L’immagine dell’Egitto che al-Aswānī restituisce in “Palazzo Yacoubian” è di una società dominata dall’ipocrisia: un Paese intrappolato nella sua rassegnazione quiescente, con un sistema corrotto in maniera capillare sin dentro al midollo.
«Dieci piani costruiti nel più classico stile europeo, con i balconi riccamente decorati di statue con i volti ellenici scolpiti nella pietra; le colonne, le scale, i corridoi tutti di marmo naturale e l’ascensore, di marca Schindler, uno tra i più moderni». Palazzo Yacoubian è un sontuoso tempio della posterità. Il primo proprietario, Hagub Yacoubian, aveva smanie da protagonista e desideri faraonici; la sua personale piramide fu un edificio costruito nel centro del Cairo, nella centralissima via Suleyman pasha, frutto della bravura e dell’ingegno di un notissimo architetto italiano. Animato da furore e supremo egocentrismo, Hagub fece scolpire il proprio cognome nella parte interna del portone, in lettere capitali, illuminato da una lampada al neon. Da allora, Yacoubian divenne sinonimo di regalità e ricchezza, tempio ed alcova dell’Egitto più occidentale: ministri, latifondisti, industriali e milionari ebrei transitavano tra le mura sontuosamente affrescate, Rolls Royce, Buick e Chevrolet avevano un posto d’onore nei garage sotterranei.

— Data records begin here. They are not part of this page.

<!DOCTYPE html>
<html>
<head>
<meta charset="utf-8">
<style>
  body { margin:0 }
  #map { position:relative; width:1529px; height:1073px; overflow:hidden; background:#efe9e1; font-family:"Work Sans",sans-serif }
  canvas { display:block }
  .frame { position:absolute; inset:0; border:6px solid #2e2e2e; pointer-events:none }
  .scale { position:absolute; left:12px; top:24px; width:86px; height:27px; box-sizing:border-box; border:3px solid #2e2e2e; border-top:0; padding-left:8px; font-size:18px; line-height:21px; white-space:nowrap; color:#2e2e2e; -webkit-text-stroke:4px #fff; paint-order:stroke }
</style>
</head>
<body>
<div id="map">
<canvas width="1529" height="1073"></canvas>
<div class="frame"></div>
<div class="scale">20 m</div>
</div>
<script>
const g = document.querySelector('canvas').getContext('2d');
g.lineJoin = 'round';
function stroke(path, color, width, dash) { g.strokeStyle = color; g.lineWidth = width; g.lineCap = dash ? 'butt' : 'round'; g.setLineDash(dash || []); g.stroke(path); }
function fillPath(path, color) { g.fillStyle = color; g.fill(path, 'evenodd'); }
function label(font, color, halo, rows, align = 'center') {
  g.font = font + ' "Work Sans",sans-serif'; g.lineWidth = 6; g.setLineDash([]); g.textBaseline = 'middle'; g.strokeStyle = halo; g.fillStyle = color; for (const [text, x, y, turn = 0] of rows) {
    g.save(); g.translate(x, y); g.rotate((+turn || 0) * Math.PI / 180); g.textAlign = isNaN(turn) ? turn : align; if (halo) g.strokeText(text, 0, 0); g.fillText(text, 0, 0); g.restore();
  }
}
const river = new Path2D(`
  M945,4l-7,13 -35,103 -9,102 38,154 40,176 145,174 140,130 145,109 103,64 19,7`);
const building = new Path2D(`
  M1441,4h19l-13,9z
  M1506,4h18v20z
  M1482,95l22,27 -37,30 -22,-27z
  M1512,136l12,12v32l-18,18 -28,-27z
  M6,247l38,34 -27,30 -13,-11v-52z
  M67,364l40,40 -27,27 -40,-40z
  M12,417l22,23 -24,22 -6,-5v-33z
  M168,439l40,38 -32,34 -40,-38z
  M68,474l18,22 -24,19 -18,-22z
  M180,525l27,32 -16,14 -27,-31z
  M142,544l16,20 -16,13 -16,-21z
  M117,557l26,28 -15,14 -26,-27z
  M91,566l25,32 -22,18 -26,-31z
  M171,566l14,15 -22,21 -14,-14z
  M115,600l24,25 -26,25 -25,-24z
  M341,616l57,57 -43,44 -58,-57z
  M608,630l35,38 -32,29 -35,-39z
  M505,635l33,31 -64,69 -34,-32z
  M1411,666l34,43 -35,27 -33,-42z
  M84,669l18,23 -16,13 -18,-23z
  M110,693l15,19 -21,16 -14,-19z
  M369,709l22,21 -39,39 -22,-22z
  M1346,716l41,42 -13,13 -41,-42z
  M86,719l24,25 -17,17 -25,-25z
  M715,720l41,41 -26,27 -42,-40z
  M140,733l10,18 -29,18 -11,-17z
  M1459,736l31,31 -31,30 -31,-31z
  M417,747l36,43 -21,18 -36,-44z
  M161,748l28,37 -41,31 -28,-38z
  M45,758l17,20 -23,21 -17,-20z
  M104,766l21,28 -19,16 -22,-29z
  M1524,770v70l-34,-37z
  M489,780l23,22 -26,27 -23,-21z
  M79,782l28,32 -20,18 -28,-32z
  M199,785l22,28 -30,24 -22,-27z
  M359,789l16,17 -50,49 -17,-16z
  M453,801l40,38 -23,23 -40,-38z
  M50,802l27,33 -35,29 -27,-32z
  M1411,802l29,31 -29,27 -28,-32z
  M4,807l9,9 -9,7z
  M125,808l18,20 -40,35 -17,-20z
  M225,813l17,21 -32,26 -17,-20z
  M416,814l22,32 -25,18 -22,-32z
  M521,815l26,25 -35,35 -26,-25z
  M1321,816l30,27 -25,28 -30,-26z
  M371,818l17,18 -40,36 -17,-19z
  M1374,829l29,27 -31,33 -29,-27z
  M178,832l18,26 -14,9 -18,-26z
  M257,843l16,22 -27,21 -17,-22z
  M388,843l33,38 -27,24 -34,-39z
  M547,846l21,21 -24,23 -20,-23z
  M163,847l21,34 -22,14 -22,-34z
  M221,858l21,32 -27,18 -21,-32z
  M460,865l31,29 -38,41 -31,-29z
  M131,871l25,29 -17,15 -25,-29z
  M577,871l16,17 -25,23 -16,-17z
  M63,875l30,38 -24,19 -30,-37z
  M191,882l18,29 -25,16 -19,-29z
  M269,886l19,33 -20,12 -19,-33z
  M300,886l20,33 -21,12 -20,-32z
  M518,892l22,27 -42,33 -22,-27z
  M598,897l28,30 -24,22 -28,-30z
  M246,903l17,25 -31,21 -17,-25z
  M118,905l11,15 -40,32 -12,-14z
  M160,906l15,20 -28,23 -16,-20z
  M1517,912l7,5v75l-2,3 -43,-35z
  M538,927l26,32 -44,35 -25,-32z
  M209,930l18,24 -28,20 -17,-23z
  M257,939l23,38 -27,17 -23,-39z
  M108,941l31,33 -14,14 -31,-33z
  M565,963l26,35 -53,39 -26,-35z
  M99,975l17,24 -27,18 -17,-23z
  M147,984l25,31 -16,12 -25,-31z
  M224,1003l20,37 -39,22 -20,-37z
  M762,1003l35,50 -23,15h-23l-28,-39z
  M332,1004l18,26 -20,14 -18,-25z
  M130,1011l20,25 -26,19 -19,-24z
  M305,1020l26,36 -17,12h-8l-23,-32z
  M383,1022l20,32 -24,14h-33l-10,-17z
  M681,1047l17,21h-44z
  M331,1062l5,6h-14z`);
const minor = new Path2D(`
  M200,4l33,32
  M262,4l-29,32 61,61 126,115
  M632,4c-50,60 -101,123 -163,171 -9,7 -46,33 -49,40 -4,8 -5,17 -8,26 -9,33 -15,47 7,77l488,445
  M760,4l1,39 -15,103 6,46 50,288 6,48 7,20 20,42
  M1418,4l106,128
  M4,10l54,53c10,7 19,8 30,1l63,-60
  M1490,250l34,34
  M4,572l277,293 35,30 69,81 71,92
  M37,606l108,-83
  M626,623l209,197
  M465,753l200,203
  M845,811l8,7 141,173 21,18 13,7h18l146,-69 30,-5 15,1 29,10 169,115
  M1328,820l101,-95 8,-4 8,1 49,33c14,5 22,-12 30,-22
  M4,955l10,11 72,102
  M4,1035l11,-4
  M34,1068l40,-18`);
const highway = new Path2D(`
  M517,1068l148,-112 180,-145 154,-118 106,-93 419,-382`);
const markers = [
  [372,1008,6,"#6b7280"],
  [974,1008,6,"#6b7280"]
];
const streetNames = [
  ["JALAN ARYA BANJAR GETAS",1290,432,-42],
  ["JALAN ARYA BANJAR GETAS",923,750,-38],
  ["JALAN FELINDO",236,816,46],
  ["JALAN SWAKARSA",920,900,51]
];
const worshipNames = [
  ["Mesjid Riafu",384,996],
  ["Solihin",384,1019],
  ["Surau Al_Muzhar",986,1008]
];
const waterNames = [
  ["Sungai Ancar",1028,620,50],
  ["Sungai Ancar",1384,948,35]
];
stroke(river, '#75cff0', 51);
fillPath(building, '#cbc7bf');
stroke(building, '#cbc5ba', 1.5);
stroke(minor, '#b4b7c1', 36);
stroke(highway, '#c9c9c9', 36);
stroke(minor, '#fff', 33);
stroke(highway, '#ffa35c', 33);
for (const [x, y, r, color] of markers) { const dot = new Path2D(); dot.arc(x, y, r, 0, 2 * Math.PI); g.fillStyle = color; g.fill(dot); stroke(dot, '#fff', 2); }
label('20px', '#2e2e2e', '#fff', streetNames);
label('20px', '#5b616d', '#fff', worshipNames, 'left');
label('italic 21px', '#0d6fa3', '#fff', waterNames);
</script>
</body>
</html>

La rivoluzione del 1952, poi, spazzò via tutto; un colpo di battipanni pronto a levare la polvere accumulata, una palla di vetro con la neve che, dopo esser stata rivoltata, riporta tutto a un triste e piatto tappeto bianco artificiale. Ai ministri subentrarono i generali e, con questi, un’inarrestabile caduta di rango. Negli anni Duemila Palazzo Yacoubian divenne un crocevia di umanità disastrate, un accumulo di tipi di dubbio gusto e moralità; dal sottoscala alle terrazze, lustrascarpe e portinai occupano i locali divisi a metà divenuti angusti e appesantiti dall’odore di cibo aleggiante per le scale, politici corrotti e vecchi donnaioli trascorrono le giornate tra donne da consumare e favori da elargire. Il tutto, impietosamente, sotto la lente del potere di Hosni Mubarak.

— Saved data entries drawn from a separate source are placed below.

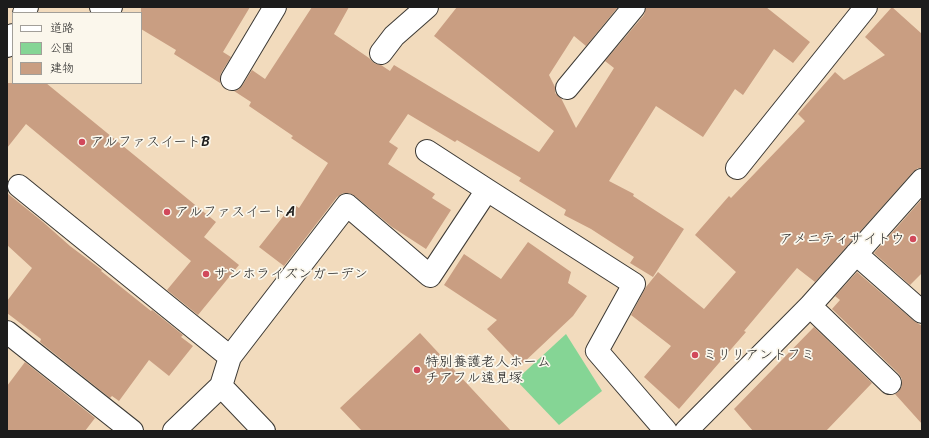 <!DOCTYPE html>
<html>
<head>
<meta charset="utf-8">
<style>
  body { margin:0 }
  #map { position:relative; width:929px; height:438px; overflow:hidden; background:#f2dbbd; font-family:Sriracha,"Klee One",sans-serif }
  canvas { display:block }
  .frame { position:absolute; inset:0; border:8px solid #1c1c1c; pointer-events:none }
  .legend { position:absolute; left:12px; top:12px; width:130px; height:72px; box-sizing:border-box; background:#fbf7ec; border:1px solid #a29f99; margin:0; padding:5px 7px; list-style:none; font-size:12px; color:#1c1c1c }
  .legend li { display:flex; align-items:center; gap:8px; height:20px }
  .legend b { width:20px; border:1px solid #a29f99 }
</style>
</head>
<body>
<div id="map">
<canvas width="929" height="438"></canvas>
<div class="frame"></div>
<ul class="legend">
<li><b style="height:5px;background:#fff"></b>道路</li>
<li><b style="height:11px;background:#85d595"></b>公園</li>
<li><b style="height:11px;background:#c99e82"></b>建物</li>
</ul>
</div>
<script>
const context = document.querySelector('canvas').getContext('2d');
context.lineJoin = 'round';
function fillPath(path, color) { context.fillStyle = color; context.fill(path, 'evenodd'); }
function strokePath(path, color, width, dash) { context.strokeStyle = color; context.lineWidth = width; context.lineCap = dash ? 'butt' : 'round'; context.setLineDash(dash || []); context.stroke(path); }
function label(font, color, halo, rows, align = 'center') {
  context.font = font + ' Sriracha,"Klee One",sans-serif'; context.lineWidth = 3.5; context.setLineDash([]); context.textBaseline = 'middle'; context.strokeStyle = halo; context.fillStyle = color; for (const [text, x, y, turn = 0] of rows) {
    context.save(); context.translate(x, y); context.rotate((+turn || 0) * Math.PI / 180); context.textAlign = isNaN(turn) ? turn : align; if (halo) context.strokeText(text, 0, 0); context.fillText(text, 0, 0); context.restore();
  }
}
fillPath(new Path2D(`
  M 566,334 L 602,391 L 559,425 L 516,380 Z`), '#85d595');
fillPath(new Path2D(`
  M 141,7 L 250,7 L 223,52 L 231,57 L 221,73 L 220,78 L 220,83 L 174,54 L 176,50 L 141,29 Z
  M 312,7 L 349,7 L 334,34 L 369,58 L 374,63 L 381,65 L 390,71 L 394,65 L 539,152 L 554,131 L 434,36 L 457,7 L 618,7 L 586,46 L 574,36 L 549,75 L 555,87 L 555,93 L 561,98 L 576,128 L 614,68 L 605,61 L 644,15 L 646,7 L 766,7 L 810,42 L 793,63 L 774,49 L 743,95 L 735,89 L 703,137 L 656,106 L 609,181 L 634,194 L 633,196 L 684,229 L 653,277 L 630,263 L 634,257 L 591,229 L 564,215 L 566,210 L 519,181 L 521,178 L 457,140 L 455,142 L 408,114 L 389,142 L 398,148 L 388,164 L 435,194 L 432,198 L 451,210 L 426,249 L 392,227 L 355,196 L 349,193 L 343,193 L 337,197 L 284,266 L 259,247 L 293,204 L 299,208 L 328,163 L 291,138 L 293,136 L 249,106 L 251,102 L 234,91 L 238,90 L 242,86 L 252,70 L 265,79 Z
  M 892,7 L 922,34 L 922,168 L 918,168 L 913,172 L 815,282 L 797,268 L 744,331 L 746,332 L 679,409 L 644,377 L 671,346 L 631,315 L 646,287 L 658,272 L 704,309 L 736,272 L 695,235 L 729,196 L 731,198 L 805,121 L 798,114 L 835,72 L 844,80 L 885,55 L 865,37 Z
  M 7,83 L 46,83 L 216,222 L 204,237 L 239,265 L 198,315 L 167,290 L 191,261 L 26,124 L 7,148 Z
  M 7,193 L 43,222 L 70,246 L 102,270 L 101,271 L 151,311 L 152,310 L 183,335 L 181,337 L 193,346 L 169,376 L 149,360 L 119,401 L 112,396 L 110,398 L 40,342 L 41,339 L 7,313 L 7,301 L 32,268 L 7,245 Z
  M 922,199 L 922,273 L 910,285 L 874,253 Z
  M 528,242 L 571,272 L 568,283 L 587,296 L 573,316 L 521,365 L 487,329 L 497,320 L 444,285 L 464,254 L 501,279 Z
  M 857,272 L 914,321 L 922,326 L 922,424 L 895,394 L 899,391 L 902,386 L 902,379 L 899,374 L 832,309 L 840,300 L 835,296 Z
  M 814,327 L 872,383 L 826,431 L 753,431 L 734,409 Z
  M 420,333 L 511,431 L 362,431 L 340,408 Z
  M 25,362 L 95,418 L 85,431 L 7,431 L 7,386 Z`), '#c99e82');
const minor = new Path2D(`
  M 101,7 L 109,11 L 111,7
  M 24,13 L 27,7
  M 7,46 L 13,35
  M 381,53 L 394,36 L 427,7
  M 232,79 L 275,7
  M 567,88 L 634,7
  M 427,151 L 487,190 L 634,284 L 597,351 L 666,431
  M 737,168 L 866,7
  M 19,186 L 230,357
  M 856,254 L 922,312
  M 810,306 L 890,383
  M 7,332 L 132,431
  M 221,386 L 230,357 L 347,205 L 430,276 L 487,190
  M 174,431 L 221,386 L 264,431
  M 686,431 L 810,306 L 922,180`);
strokePath(minor, '#3c3934', 24);
strokePath(minor, '#fff', 22);
for (const [x, y, r, color] of [
  [82,142,4,"#d1495b"],
  [167,212,4,"#d1495b"],
  [913,239,4,"#d1495b"],
  [206,274,4,"#d1495b"],
  [695,355,4,"#d1495b"],
  [417,370,4,"#d1495b"]
]) { const dot = new Path2D(); dot.arc(x, y, r, 0, 2 * Math.PI); context.fillStyle = color; context.fill(dot); strokePath(dot, '#fbf7ec', 1.5); }
label('14px', '#1c1c1c', '#fbf7ec', [
  ["アルファスイートB",90,142],
  ["アルファスイートA",175,212],
  ["アメニティサイトウ",905,239,"right"],
  ["サンホライズンガーデン",214,274],
  ["ミリリアントフミ",703,355],
  ["特別養護老人ホーム",425,362],
  ["チアフル遠見塚",425,378]
], 'left');
</script>
</body>
</html>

Non è difficile intuire come un microcosmo così ben delineato rappresenti perfettamente la storia e l’evoluzione di un paese senza riferimenti. Un palazzo del Cairo come metafora dell’Egitto, una piramide moderna pronta a sgretolarsi in sabbia sotto il peso dei regimi e del fondamentalismo. Palazzo Yacoubian di ʿAlāʾ al-Aswānī è una rappresentazione spietata della realtà che non abbiamo voluto vedere, è un ritratto a tinte fosche di un Paese oppresso e torturato, vittima dell’ingiustizia quotidiana che, non potendo essere combattuta, trascina al fondo. Come sia sfuggito alla censura resta ancor oggi, a tredici anni dalla sua uscita, un mistero. Al-Aswānī, dentista-scrittore con studio proprio in Palazzo Yacoubian, è da sempre conosciuto come severo critico del regime di Mubarak e militante del movimento d’opposizione laica Kifaya. Con penna sferzante e una gran dose di coraggio, ha dato vita a un quadro dai colori pesanti, a un torbido ritratto che non può più far chiudere gli occhi su un potere oppressivo e durissimo che, per mero opportunismo, era stato spacciato agli egiziani come moderato e pro-occidentale. È nelle stanze di questo Palazzo dei fasti che furono che l’autore tratteggia vizi privati e pubbliche virtù, piccole ruberie e soprusi di ogni genere, che dal piccolo camiciaio bramoso salgono fino al capo della polizia corrotto, per arrivare al Presidente ricattabile e cieco davanti alle evidenze più nette. Nei dieci piani di un edificio decorato da statue di volti ellenici si consuma una commedia umana tragica e reale, figlia di una perdita di punti di riferimento e valori in cui credere.